- What you should do: Report each line of the data that contains the string "hand".

- Human pose keypoint data:
------------------------------------------------

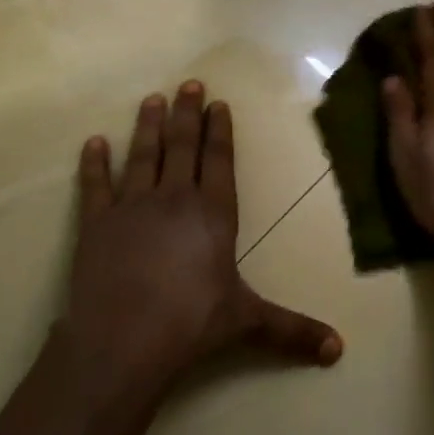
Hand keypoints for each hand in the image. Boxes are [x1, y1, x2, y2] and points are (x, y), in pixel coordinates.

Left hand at [61, 81, 342, 393]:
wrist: (124, 339)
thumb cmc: (192, 323)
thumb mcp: (247, 321)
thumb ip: (292, 330)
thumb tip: (339, 350)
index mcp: (213, 214)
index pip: (219, 161)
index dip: (219, 131)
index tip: (217, 103)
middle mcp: (174, 198)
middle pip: (181, 146)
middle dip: (186, 114)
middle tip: (188, 83)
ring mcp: (132, 207)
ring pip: (142, 155)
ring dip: (147, 126)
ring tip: (152, 99)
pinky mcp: (96, 223)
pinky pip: (95, 185)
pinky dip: (94, 163)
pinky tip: (94, 143)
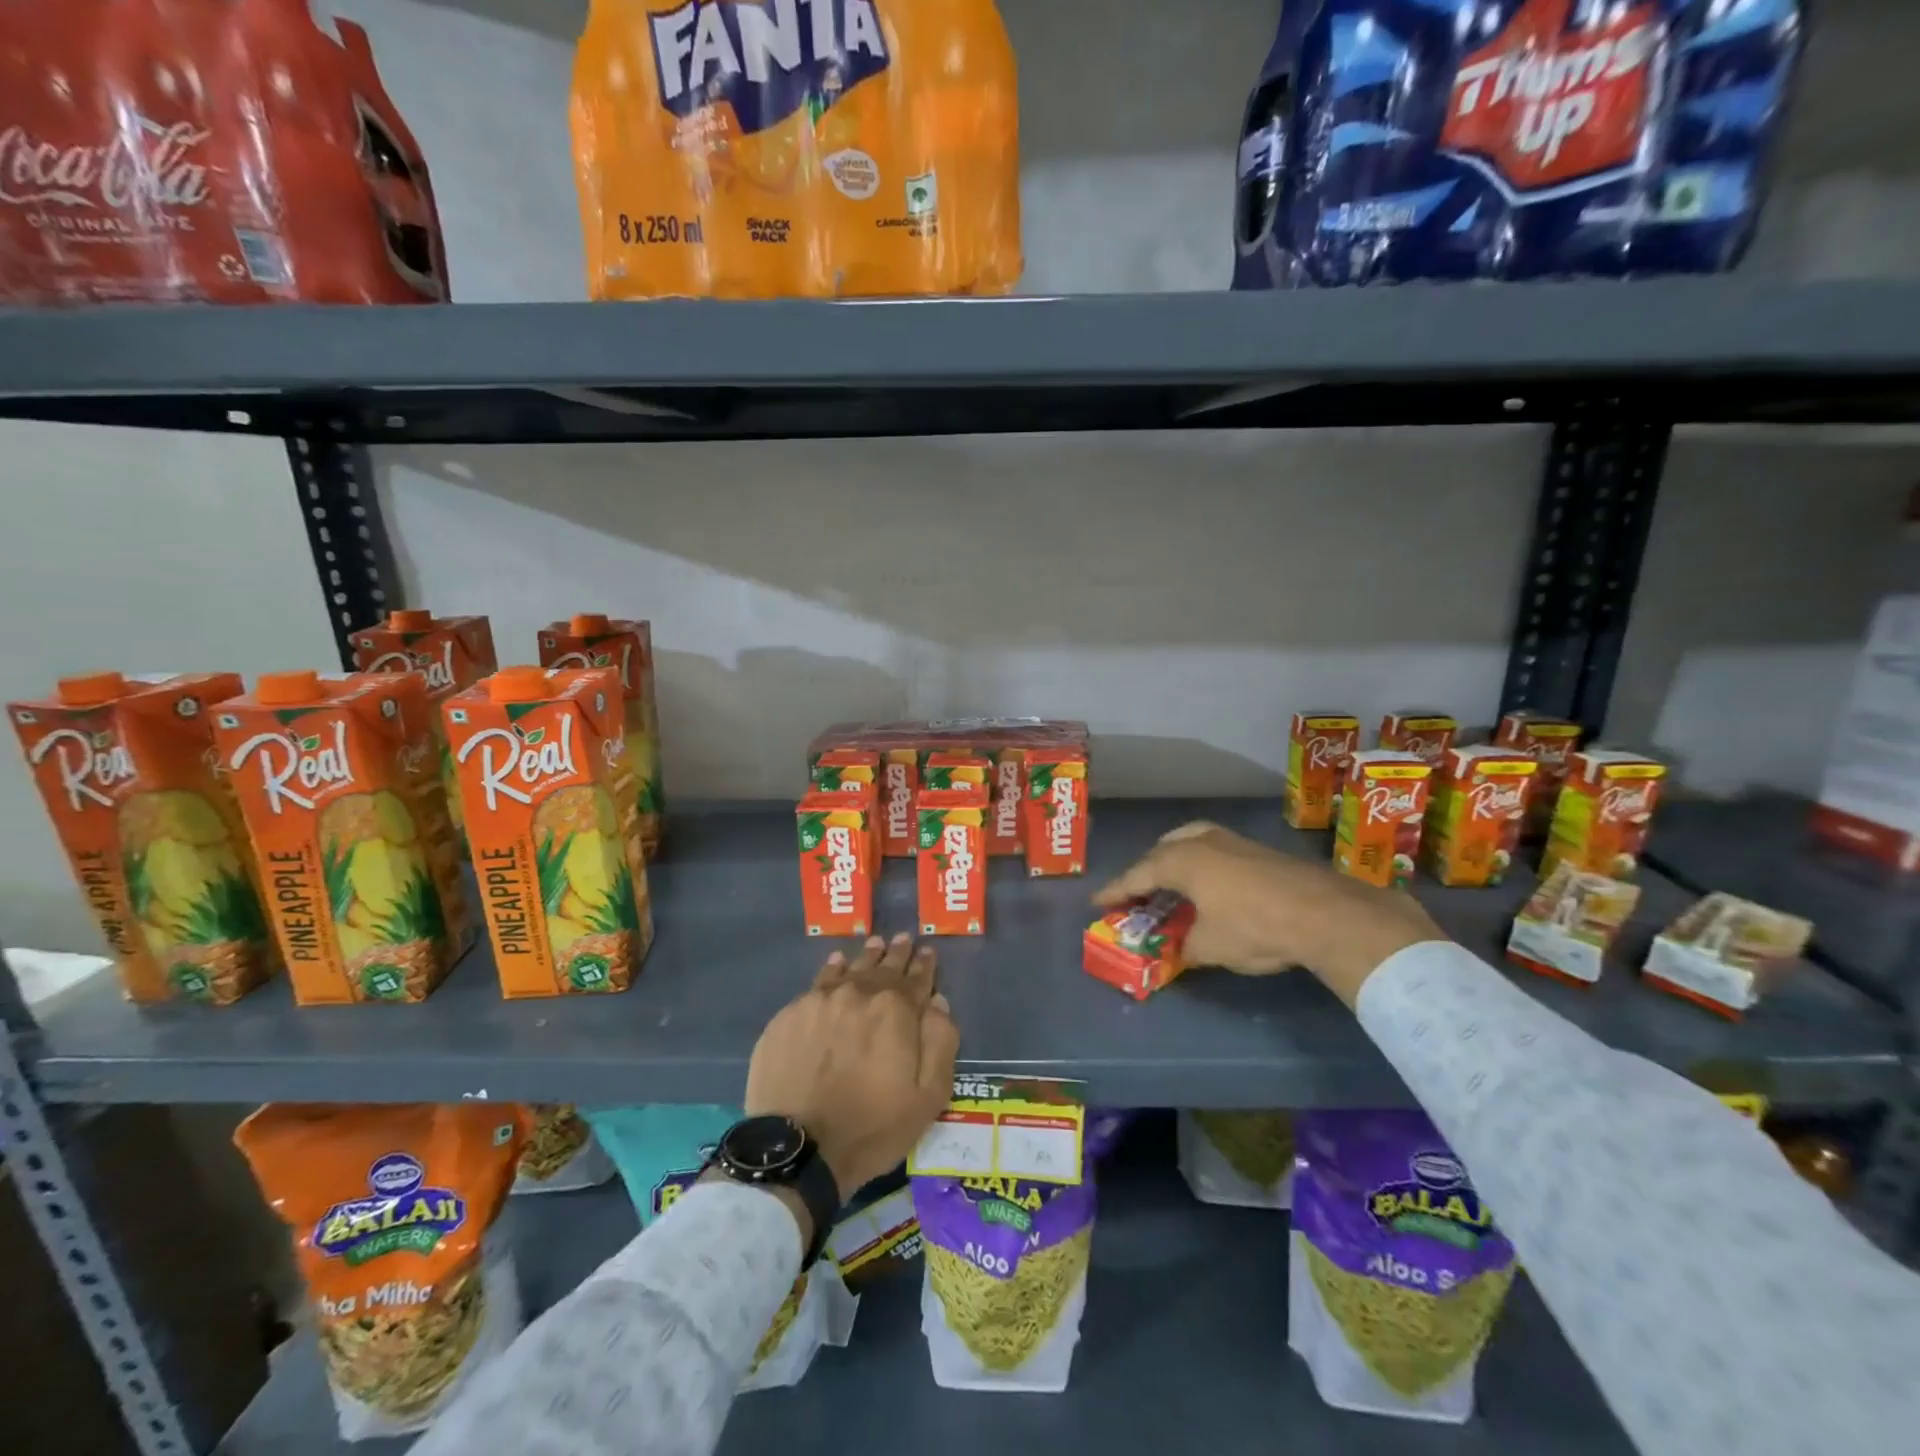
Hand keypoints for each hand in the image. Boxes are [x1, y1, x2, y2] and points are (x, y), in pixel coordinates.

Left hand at [745, 933, 959, 1201]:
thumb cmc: (872, 1127)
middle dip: (896, 953)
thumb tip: (938, 1003)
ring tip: (872, 945)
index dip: (925, 965)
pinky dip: (831, 970)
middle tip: (902, 939)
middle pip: (882, 966)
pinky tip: (835, 965)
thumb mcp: (928, 1096)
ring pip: (849, 968)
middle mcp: (859, 994)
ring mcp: (820, 1001)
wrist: (799, 1148)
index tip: (927, 951)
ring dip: (865, 957)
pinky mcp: (790, 1015)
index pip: (917, 978)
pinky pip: (817, 982)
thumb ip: (940, 1043)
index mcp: (896, 1010)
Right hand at [1093, 821, 1443, 1006]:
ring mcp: (1231, 840)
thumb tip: (1180, 949)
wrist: (1324, 913)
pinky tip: (1208, 882)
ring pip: (1189, 842)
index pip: (1137, 875)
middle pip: (1161, 852)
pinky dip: (1200, 862)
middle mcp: (1201, 842)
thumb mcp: (1210, 947)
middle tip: (1136, 892)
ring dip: (1174, 860)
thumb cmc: (1254, 927)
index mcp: (1180, 861)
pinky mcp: (1256, 848)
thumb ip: (1186, 947)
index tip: (1098, 902)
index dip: (1116, 891)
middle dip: (1145, 871)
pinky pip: (1212, 849)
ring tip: (1170, 880)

------------------------------------------------

- Completed exercise:
Hand keypoints for each hand in the image. Boxes are [x1, y1, x2, y2] and points are (x, y), in pixel coordinates.
Left hand at [61, 81, 342, 393]:
Hand keypoints for each hand in the image. Boxes are [x1, y1, x2, y2] and points are (x, y), in pixel coordinates.
Left hand at [745, 933, 959, 1201]:
Right hand at [1093, 821, 1443, 1006]:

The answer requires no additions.